Among other things, these services provide the possibility of focusing on the business itself and enhancing the customer experience, leaving the IT infrastructure in good hands and with reasonable costs, not to mention the clear benefits of lower cost cloud storage.
However, doubts also begin to appear due to some important disadvantages presented by this model, basically linked to the possibility of being hostage of the big players in the market (AWS, Azure, Google, IBM, etc). That is why we must highlight the desirability of designing a company’s own cloud architecture, regardless of the large supplies of cloud technology solutions.
Defining you own cloud architecture
Let’s briefly review the benefits of designing a corporate cloud architecture within a company:
√ Independence: Designing and constructing a corporate cloud architecture, allows the possibility to migrate a supplier’s application in the cloud to another infrastructure without major setbacks vs relying on the cloud provider to handle this.
√ Protection of the vendor from lock-in: Having your own cloud architecture means you’re not left in a situation where it’s not possible (or very difficult) to switch to alternative suppliers. The idea is to have a cloud design, software development blueprint, and corporate architecture independent of the infrastructure and technology solutions offer by the different cloud providers.
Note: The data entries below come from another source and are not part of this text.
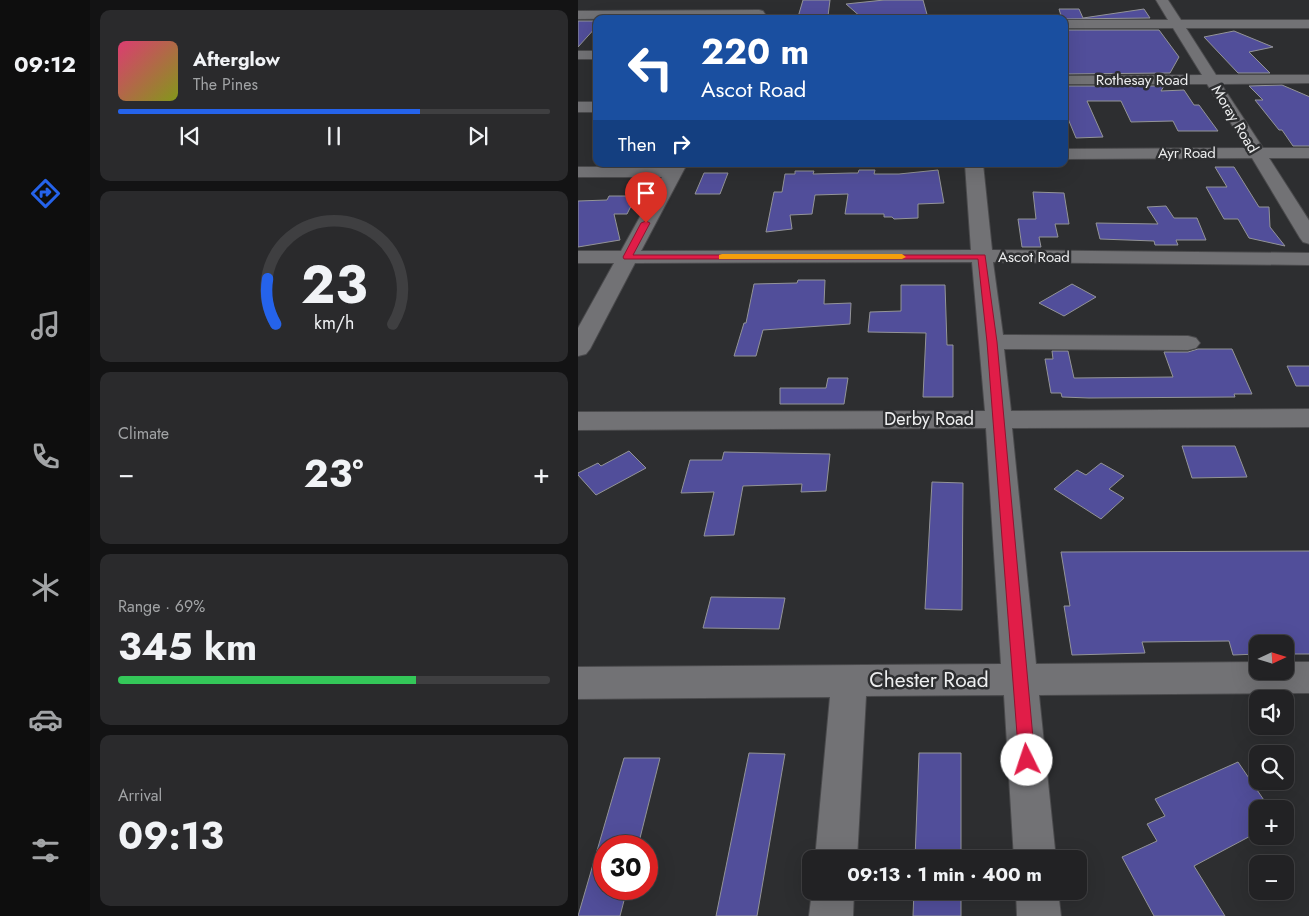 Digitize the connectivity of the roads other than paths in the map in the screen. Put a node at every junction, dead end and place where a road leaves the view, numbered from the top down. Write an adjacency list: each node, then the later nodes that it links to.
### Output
1 (767, 0): 5 (street)
2 (1162, 0): 7 (street, Moray Road)
3 (578, 15): 4 (street)
4 (593, 15)
5 (758, 15)
6 (1068, 24): 7 (street)
7 (1176, 24): 8 (street); 12 (street, Moray Road)
8 (1310, 24)
9 (578, 55): 10 (street)
10 (593, 55)
11 (1068, 80): 12 (street, Rothesay Road)
12 (1211, 80): 13 (street, Rothesay Road); 16 (street, Moray Road)
13 (1310, 80)
14 (578, 107): 15 (street)
15 (593, 107)
16 (1256, 153): 17 (street, Ayr Road); 18 (street, Ayr Road); 22 (street, Moray Road)
17 (1310, 153)
18 (1068, 154)
19 (974, 167): 23 (street)
20 (675, 168): 21 (street); 25 (street)
21 (578, 172)
22 (1310, 238)
23 (982, 256): 25 (street, Ascot Road); 26 (street, Ascot Road); 27 (street)
24 (578, 257): 25 (street, Ascot Road)
25 (627, 257): 29 (street)
26 (1310, 259)
27 (992, 342): 28 (street); 30 (street)
28 (1188, 343)
29 (578, 349)
30 (999, 418): 31 (street, Derby Road); 32 (street, Derby Road); 35 (street)
31 (1310, 418)
32 (578, 421)
33 (1310, 677): 35 (street, Chester Road)
34 (849, 680): 35 (street, Chester Road); 36 (street, Chester Road); 37 (street)
35 (1021, 681): 38 (street)
36 (579, 685)
37 (837, 850)
38 (1034, 850)
39 (832, 900): 41 (street)
40 (1038, 900): 42 (street)
41 (831, 916)
42 (1039, 916) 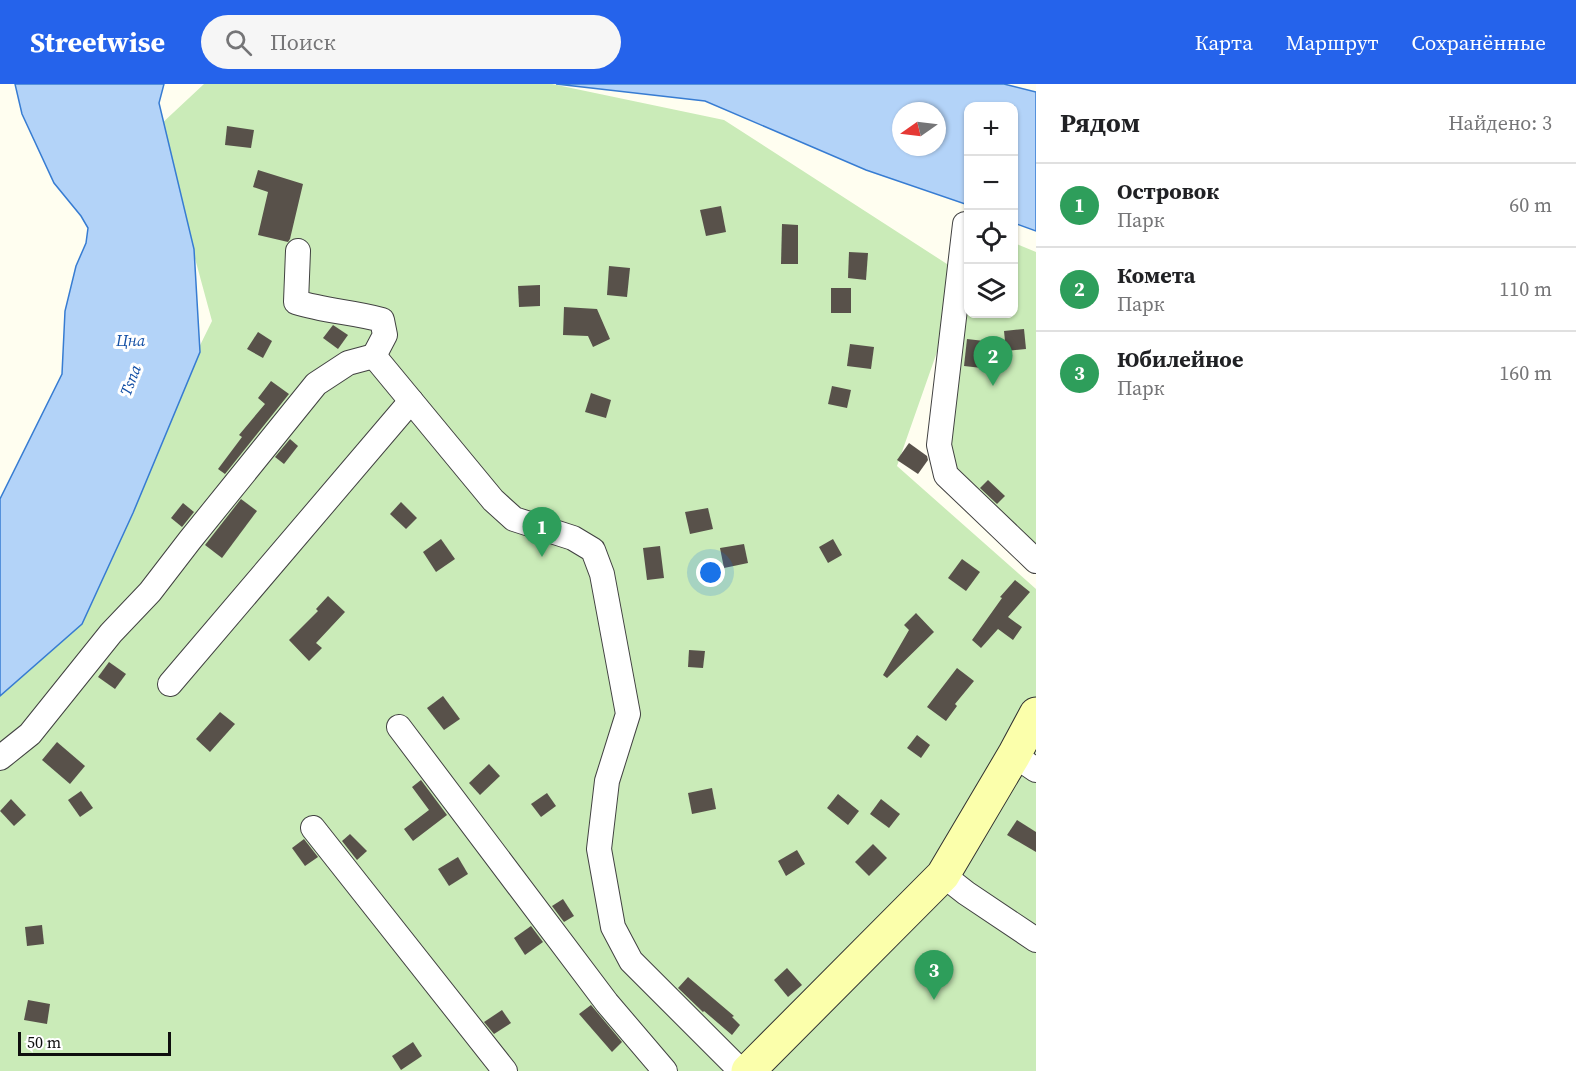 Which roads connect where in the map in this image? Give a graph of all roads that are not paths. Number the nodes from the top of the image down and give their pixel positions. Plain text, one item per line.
1 (964, 232) edge
2 (298, 251) dead end
3 (374, 356) junction
4 (411, 401) junction
5 (1036, 561) edge
6 (170, 684) dead end
7 (1036, 714) edge
8 (399, 727) dead end
9 (0, 758) edge
10 (1025, 762) edge
11 (313, 828) dead end
12 (944, 875) junction
13 (1036, 940) edge
14 (505, 1071) edge
15 (665, 1071) edge
16 (741, 1071) edge
17 (748, 1071) edge

1 - 5 street
2 - 3 street
3 - 4 street
3 - 9 street
4 - 6 street
4 - 16 street
7 - 10 street
8 - 15 street
10 - 12 street
11 - 14 street
12 - 13 street
12 - 17 street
√ Adaptability: Having your own cloud architecture facilitates a much easier adaptation to the geographical distribution of the suppliers (for example, if they open a datacenter in a more accessible or nearby place), improving the latency times in the experience of the end users, and in the integration with other system and platforms either on or off premise.
√ Lower costs: By having more independence from a given cloud vendor that comes from owning your own architecture, you have more negotiating power when it comes to cloud vendor pricing and allows you to adapt your own infrastructure faster if the cloud vendor in question changes pricing for a sub-set of services.
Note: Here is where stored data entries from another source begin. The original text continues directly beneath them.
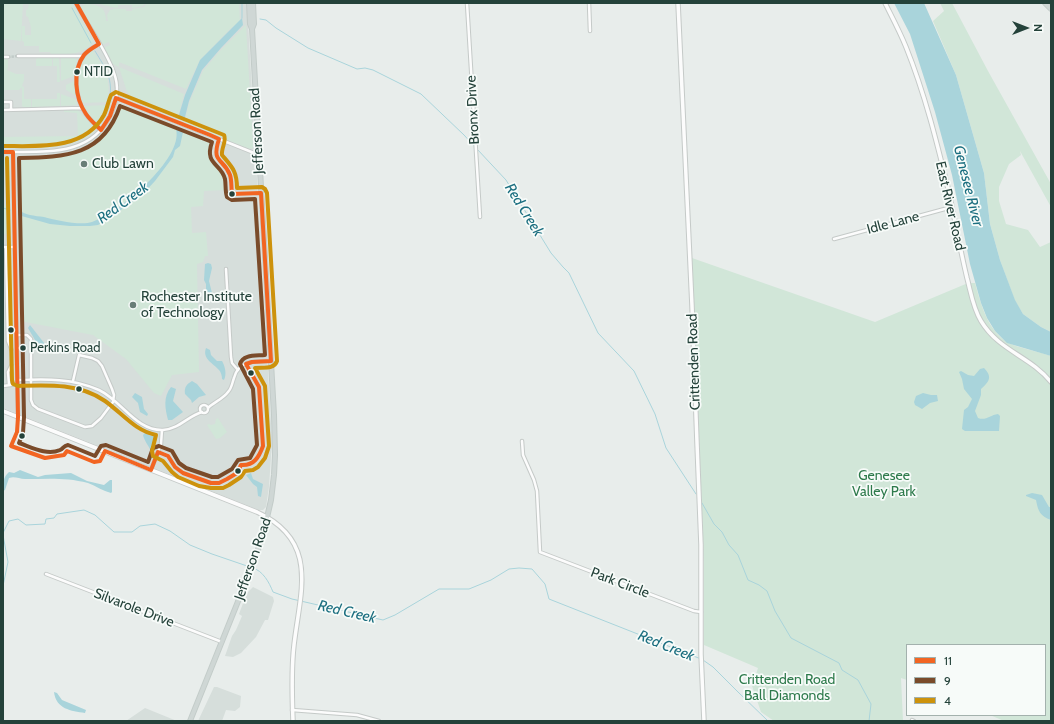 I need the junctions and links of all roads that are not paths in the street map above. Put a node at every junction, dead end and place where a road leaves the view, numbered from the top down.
1 (76, 3) edge
2 (249, 3) edge
3 (253, 3) edge
4 (467, 3) edge
5 (589, 3) edge
6 (678, 3) edge
7 (885, 3) edge
8 (1045, 3) edge
9 (1051, 9) edge
10 (252, 29) junction
11 (590, 31) dead end
12 (99, 44) junction
13 (18, 56) tunnel mouth
14 (83, 56) junction
15 (3, 57) edge
16 (8, 57) tunnel mouth
17 (116, 98) junction
18 (3, 102) edge
19 (82, 108) junction
20 (3, 110) edge
21 (11, 110) junction
22 (101, 130) junction
23 (3, 152) edge
24 (13, 152) junction
25 (259, 153) junction
26 (952, 208) junction
27 (480, 217) dead end
28 (834, 239) dead end
29 (5, 247) edge
30 (15, 247) junction
31 (226, 269) dead end
32 (17, 335) junction
33 (271, 361) junction
34 (238, 370) junction
35 (18, 380) junction
36 (31, 380) junction
37 (73, 382) junction
38 (1051, 382) edge
39 (18, 384) junction
40 (9, 385) junction
41 (3, 386) edge
42 (113, 399) junction
43 (208, 406) junction
44 (3, 411) edge
45 (202, 411) junction
46 (18, 416) junction
47 (162, 430) junction
48 (522, 441) dead end
49 (151, 470) junction
50 (268, 517) junction
51 (46, 574) dead end
52 (701, 612) junction
53 (222, 642) junction
54 (292, 710) junction
55 (190, 721) edge
56 (293, 721) edge
57 (379, 721) edge
58 (704, 721) edge

1 - 12 street
2 - 10 main road, Jefferson Road
3 - 10 main road, Jefferson Road
4 - 27 street, Bronx Drive
5 - 11 street
6 - 52 street, Crittenden Road
7 - 26 street, East River Road
8 - 9 main road
10 - 25 main road, Jefferson Road
12 - 14 street
12 - 17 street
13 - 14 street
14 - 19 street
15 - 16 street
17 - 22 street
17 - 25 street
18 - 21 street
19 - 21 street
19 - 22 street
20 - 21 street
22 - 24 street
23 - 24 street
24 - 30 street
25 - 33 main road, Jefferson Road
26 - 28 street, Idle Lane
26 - 38 street, East River Road
29 - 30 street
29 - 40 street
30 - 32 street
31 - 34 street
32 - 35 street
32 - 36 street
33 - 34 street
33 - 50 main road, Jefferson Road
34 - 43 street
35 - 36 street
35 - 39 street
36 - 37 street
36 - 42 street
37 - 42 street
37 - 42 street
39 - 40 street
39 - 46 street
40 - 41 street
42 - 47 street
43 - 45 street
43 - 45 street
44 - 46 street
45 - 47 street
46 - 49 street
47 - 49 street
48 - 52 street, Park Circle
49 - 50 street
50 - 53 main road, Jefferson Road
50 - 54 street
51 - 53 street, Silvarole Drive
52 - 58 street, Crittenden Road
53 - 55 main road, Jefferson Road
54 - 56 street
54 - 57 street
√ Multi-cloud: Having a cloud architecture separate from any one single vendor means you can deploy a distributed application solution across different suppliers. This concept is known as multi-cloud architecture design, and allows you to implement components in different cloud suppliers, and even in a company’s own data center on premise.
√ Resilience: You can substantially improve the resilience level of your applications and diversifying the risk especially in the case of a recovery disaster resulting from a failure coming from one of the cloud suppliers. If you maintain a replication scheme, or an agnostic cloud architecture design, it’s going to be easier to redeploy the application on the servers of another cloud provider and continue in contingency mode until the primary vendor becomes operational again.